• _Work instructions_
Find each line of the entries with the string "Hajah", please, and copy it.

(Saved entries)
————————

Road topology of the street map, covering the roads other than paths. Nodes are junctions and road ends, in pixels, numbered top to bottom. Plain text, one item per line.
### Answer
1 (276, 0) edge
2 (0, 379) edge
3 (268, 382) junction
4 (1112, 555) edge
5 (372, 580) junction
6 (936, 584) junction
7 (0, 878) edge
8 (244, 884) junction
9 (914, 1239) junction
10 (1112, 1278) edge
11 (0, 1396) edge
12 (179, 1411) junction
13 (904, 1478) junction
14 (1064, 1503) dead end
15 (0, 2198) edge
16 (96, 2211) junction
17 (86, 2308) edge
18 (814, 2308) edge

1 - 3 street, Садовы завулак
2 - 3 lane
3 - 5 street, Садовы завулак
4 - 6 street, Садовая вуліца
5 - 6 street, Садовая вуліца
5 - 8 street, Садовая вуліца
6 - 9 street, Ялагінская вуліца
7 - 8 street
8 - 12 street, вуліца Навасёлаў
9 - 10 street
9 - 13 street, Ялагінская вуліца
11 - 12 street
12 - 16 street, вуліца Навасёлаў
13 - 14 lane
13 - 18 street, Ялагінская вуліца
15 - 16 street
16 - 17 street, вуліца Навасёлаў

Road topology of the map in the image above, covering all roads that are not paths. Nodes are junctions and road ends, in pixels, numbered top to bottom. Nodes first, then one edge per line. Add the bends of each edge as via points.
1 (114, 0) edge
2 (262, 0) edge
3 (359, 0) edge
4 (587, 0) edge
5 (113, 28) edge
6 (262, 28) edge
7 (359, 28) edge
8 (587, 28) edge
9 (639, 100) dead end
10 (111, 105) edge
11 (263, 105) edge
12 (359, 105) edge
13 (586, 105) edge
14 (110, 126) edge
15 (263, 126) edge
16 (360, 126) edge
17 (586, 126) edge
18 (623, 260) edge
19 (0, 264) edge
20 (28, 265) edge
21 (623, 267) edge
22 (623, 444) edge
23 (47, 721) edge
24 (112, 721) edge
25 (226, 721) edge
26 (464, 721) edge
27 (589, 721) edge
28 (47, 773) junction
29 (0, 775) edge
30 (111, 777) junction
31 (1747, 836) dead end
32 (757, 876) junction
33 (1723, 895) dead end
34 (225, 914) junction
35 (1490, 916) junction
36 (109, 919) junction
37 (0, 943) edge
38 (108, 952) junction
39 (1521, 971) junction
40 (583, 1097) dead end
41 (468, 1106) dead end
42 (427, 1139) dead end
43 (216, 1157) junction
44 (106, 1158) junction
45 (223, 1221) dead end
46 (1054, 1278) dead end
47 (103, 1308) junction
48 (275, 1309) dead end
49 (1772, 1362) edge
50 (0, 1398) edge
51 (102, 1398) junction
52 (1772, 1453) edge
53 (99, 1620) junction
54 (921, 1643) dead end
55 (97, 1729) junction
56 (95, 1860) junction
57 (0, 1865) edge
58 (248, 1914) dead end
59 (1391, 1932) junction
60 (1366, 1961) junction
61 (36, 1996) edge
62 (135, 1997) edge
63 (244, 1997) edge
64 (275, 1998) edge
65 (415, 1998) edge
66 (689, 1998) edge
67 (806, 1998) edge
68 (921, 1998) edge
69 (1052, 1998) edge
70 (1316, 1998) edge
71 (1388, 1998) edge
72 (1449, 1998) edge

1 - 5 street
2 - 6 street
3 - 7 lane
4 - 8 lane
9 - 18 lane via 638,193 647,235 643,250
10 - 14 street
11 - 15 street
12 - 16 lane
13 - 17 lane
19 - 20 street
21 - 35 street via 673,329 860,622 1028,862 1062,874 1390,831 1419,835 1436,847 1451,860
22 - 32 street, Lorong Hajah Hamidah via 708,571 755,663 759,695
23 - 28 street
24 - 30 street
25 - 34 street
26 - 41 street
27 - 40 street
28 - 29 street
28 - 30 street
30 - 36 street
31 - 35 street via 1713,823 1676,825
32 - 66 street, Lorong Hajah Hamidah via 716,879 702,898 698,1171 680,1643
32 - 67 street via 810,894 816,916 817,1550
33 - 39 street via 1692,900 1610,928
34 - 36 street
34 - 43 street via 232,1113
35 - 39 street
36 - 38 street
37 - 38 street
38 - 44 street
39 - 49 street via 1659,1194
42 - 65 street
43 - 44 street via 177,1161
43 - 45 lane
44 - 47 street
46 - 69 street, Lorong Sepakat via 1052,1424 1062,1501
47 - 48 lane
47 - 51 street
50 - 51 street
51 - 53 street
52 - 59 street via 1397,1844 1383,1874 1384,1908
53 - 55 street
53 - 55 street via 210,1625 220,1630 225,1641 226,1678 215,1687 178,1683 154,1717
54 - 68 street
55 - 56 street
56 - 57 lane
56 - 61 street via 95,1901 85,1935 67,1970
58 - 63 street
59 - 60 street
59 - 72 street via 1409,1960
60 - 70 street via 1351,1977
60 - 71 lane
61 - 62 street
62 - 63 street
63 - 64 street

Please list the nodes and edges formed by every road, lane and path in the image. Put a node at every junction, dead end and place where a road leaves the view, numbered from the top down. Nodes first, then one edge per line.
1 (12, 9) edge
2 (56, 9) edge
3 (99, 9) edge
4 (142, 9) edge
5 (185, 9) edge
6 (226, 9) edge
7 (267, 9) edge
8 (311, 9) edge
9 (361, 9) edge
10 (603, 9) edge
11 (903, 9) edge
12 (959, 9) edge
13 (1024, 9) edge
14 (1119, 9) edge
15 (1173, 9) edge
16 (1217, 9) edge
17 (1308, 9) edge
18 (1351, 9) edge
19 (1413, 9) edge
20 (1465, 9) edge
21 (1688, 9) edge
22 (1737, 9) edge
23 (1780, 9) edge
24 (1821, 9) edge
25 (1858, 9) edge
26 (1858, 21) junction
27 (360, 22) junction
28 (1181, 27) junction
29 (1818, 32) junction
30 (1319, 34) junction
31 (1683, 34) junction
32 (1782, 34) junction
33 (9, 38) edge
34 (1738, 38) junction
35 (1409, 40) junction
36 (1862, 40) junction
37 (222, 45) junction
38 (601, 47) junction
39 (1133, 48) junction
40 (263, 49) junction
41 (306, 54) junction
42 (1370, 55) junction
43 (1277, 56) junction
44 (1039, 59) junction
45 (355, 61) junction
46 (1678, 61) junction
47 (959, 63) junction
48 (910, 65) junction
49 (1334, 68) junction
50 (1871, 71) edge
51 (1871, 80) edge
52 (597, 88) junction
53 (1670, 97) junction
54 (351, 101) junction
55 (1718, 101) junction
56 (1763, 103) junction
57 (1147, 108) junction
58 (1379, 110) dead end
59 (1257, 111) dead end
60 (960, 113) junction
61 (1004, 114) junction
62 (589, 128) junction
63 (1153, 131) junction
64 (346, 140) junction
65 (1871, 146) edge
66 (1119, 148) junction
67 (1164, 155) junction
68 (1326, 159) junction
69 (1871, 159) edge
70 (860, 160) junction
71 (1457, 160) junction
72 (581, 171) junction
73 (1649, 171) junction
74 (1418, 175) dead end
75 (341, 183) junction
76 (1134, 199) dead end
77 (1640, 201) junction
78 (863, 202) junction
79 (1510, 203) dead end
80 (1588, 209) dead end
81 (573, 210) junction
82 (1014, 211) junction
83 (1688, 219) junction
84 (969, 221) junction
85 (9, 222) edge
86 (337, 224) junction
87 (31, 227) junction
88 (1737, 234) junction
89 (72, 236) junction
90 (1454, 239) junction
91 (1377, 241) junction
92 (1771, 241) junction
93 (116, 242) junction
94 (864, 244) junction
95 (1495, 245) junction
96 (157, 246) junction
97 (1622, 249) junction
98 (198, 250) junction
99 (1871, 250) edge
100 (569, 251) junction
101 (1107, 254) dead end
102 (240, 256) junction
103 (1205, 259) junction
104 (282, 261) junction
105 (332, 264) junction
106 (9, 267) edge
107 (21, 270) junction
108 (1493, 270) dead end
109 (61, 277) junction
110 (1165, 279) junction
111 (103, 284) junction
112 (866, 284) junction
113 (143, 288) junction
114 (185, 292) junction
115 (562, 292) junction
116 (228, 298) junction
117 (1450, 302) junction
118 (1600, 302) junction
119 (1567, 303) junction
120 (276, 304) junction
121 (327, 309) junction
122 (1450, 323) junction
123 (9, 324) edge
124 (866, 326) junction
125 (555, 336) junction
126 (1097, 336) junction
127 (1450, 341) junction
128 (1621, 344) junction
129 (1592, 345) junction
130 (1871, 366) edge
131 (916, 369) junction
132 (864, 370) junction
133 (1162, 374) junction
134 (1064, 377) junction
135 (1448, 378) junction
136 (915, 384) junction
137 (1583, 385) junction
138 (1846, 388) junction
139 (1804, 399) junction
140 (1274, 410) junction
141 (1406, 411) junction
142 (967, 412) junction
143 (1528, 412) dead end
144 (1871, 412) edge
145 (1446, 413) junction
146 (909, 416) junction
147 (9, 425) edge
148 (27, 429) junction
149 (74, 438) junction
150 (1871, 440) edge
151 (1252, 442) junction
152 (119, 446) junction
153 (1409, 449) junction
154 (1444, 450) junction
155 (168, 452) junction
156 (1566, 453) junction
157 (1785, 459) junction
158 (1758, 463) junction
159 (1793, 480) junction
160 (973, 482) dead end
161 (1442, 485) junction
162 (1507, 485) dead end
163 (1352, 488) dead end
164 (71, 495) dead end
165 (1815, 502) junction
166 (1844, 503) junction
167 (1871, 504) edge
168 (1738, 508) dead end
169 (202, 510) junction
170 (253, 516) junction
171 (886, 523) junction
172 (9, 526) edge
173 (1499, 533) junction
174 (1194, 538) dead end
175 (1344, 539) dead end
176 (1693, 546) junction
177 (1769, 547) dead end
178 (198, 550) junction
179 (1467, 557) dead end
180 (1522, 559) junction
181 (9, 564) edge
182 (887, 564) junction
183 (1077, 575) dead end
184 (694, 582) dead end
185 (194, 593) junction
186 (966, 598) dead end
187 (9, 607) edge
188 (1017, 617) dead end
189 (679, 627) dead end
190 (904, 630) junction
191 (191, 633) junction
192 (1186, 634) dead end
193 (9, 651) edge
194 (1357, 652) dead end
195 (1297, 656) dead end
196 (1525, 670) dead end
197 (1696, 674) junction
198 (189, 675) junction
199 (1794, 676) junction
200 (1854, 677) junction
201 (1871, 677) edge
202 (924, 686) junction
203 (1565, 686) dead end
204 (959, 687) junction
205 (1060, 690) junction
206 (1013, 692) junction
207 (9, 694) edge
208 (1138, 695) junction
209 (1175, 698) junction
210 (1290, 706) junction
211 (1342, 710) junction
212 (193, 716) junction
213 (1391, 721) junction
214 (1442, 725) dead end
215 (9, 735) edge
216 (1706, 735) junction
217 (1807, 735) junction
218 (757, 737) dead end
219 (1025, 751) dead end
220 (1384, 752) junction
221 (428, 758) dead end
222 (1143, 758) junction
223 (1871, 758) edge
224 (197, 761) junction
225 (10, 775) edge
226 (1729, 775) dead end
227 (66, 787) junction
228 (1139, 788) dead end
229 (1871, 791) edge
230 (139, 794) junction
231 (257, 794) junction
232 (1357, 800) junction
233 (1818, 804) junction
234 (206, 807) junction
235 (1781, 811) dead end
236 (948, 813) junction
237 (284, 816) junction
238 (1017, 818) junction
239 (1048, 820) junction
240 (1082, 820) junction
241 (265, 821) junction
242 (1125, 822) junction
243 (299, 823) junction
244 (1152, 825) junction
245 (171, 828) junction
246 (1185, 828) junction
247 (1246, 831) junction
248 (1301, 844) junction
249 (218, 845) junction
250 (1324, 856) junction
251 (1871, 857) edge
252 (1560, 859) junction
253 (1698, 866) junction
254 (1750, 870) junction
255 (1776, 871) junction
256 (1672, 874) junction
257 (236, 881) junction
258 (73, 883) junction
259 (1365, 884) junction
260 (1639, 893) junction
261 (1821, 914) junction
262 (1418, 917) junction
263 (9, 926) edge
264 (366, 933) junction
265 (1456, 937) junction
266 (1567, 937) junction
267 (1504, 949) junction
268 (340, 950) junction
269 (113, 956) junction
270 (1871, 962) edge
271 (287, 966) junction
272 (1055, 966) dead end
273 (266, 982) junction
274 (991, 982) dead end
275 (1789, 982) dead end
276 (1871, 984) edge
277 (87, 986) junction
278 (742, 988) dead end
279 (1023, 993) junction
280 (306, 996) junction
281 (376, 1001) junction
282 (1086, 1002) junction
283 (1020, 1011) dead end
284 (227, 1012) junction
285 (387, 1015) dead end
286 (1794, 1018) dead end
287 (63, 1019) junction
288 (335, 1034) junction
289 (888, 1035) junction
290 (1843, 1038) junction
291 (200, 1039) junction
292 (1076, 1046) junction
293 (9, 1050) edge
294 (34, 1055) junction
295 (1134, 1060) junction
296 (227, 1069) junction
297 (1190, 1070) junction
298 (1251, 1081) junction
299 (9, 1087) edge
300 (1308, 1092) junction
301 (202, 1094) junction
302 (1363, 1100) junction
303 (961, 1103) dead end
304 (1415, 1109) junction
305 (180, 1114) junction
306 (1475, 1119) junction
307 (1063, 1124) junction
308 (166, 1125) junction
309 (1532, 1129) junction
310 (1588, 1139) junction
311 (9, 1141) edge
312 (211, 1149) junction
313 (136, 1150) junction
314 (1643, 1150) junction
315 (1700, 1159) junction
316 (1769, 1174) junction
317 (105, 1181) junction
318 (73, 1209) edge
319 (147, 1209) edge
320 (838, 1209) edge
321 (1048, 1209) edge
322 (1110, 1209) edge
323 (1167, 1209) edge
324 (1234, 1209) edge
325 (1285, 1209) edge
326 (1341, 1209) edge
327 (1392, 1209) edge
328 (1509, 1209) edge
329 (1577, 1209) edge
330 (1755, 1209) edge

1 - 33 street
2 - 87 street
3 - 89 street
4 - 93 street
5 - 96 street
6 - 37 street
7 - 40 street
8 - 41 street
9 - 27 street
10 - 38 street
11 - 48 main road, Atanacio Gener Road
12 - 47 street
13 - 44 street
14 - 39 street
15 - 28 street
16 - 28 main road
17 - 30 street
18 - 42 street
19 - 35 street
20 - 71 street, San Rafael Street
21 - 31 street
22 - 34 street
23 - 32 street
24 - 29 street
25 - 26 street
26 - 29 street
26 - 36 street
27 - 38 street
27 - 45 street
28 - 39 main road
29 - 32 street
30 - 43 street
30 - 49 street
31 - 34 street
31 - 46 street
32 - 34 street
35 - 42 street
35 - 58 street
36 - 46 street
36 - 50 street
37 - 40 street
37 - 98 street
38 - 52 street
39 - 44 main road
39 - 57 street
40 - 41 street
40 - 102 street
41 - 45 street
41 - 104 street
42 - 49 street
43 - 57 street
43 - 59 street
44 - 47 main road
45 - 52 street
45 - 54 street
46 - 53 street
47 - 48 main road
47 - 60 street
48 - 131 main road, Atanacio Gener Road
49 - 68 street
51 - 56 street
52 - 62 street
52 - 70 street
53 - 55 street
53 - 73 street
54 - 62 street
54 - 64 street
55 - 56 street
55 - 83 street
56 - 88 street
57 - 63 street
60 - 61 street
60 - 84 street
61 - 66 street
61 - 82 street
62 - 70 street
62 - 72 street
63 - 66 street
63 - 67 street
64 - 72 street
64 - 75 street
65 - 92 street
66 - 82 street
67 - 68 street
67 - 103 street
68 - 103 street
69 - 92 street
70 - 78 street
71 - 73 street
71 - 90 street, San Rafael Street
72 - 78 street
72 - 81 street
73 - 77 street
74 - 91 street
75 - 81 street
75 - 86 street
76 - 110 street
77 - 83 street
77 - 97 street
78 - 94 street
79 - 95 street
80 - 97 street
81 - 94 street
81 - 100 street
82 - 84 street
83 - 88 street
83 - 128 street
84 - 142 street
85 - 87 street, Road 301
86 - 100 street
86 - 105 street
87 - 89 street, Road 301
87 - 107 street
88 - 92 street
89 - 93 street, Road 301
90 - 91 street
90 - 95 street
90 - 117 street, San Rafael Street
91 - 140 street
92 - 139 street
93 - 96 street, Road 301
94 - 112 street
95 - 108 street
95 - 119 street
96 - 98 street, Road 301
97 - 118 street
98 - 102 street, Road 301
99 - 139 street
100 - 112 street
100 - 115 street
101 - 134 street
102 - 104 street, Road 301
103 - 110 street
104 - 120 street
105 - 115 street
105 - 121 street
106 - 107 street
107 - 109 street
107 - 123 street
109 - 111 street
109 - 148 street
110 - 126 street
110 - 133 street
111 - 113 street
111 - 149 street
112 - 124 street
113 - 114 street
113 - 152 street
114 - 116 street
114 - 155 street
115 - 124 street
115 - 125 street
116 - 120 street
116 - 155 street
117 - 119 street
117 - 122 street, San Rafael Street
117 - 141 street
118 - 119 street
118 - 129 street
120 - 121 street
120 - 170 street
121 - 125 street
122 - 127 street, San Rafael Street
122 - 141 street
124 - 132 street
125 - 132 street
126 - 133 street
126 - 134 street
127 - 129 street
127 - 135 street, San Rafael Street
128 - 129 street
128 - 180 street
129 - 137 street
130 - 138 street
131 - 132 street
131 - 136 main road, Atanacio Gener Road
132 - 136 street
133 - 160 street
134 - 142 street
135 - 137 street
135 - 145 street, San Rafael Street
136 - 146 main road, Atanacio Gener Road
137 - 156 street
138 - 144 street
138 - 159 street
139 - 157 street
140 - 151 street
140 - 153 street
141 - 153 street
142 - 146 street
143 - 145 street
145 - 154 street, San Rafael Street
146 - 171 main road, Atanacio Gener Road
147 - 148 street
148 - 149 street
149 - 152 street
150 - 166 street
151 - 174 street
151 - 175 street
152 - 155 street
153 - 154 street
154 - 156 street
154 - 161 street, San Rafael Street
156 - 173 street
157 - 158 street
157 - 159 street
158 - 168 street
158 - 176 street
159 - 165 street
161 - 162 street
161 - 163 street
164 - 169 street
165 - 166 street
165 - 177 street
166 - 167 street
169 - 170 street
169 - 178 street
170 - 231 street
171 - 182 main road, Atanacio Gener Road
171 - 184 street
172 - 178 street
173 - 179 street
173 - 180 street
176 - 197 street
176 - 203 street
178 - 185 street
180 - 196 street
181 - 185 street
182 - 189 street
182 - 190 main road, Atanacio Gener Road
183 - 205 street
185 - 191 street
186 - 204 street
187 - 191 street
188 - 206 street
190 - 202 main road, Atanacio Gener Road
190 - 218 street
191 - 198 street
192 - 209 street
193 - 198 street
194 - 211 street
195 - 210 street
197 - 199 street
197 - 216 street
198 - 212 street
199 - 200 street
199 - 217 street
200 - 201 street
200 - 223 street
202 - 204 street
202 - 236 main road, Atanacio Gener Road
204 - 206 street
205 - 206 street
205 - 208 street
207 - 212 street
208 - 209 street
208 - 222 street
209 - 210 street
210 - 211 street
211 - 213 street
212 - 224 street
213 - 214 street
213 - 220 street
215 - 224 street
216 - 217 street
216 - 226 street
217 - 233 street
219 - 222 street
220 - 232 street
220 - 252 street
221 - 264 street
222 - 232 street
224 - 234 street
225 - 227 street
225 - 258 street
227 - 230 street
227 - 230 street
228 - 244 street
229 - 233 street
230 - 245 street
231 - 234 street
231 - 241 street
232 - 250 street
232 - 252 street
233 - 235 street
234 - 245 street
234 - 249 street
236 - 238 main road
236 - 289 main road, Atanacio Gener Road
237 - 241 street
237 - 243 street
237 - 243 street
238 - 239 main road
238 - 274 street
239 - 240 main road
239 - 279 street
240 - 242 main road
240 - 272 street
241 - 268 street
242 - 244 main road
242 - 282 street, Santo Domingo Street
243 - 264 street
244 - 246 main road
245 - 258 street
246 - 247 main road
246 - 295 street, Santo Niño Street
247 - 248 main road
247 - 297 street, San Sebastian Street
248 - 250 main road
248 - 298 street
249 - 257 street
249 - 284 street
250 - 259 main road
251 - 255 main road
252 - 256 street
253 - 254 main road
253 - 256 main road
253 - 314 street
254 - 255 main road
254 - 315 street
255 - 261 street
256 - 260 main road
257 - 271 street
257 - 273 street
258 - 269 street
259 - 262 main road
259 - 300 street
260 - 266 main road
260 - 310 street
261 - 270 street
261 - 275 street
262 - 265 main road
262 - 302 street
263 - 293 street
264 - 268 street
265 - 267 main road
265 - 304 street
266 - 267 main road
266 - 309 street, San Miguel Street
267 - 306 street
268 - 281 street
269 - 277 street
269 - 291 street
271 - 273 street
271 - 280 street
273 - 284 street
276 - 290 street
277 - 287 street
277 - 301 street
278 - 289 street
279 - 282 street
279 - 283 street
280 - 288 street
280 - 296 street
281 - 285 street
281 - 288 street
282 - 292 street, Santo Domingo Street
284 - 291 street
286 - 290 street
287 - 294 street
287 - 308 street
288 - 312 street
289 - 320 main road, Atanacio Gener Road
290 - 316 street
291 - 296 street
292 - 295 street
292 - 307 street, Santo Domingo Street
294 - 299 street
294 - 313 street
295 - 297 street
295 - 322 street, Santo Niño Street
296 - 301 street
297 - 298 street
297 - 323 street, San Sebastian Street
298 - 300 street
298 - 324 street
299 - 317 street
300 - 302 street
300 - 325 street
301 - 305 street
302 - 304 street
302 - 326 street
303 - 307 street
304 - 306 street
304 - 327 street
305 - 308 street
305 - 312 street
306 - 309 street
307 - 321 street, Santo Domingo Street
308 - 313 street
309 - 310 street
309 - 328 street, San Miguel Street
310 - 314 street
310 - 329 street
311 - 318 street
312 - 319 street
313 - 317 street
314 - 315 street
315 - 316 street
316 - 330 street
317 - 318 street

————————

• _Problem solution_
22 - 32 street, Lorong Hajah Hamidah via 708,571 755,663 759,695
32 - 66 street, Lorong Hajah Hamidah via 716,879 702,898 698,1171 680,1643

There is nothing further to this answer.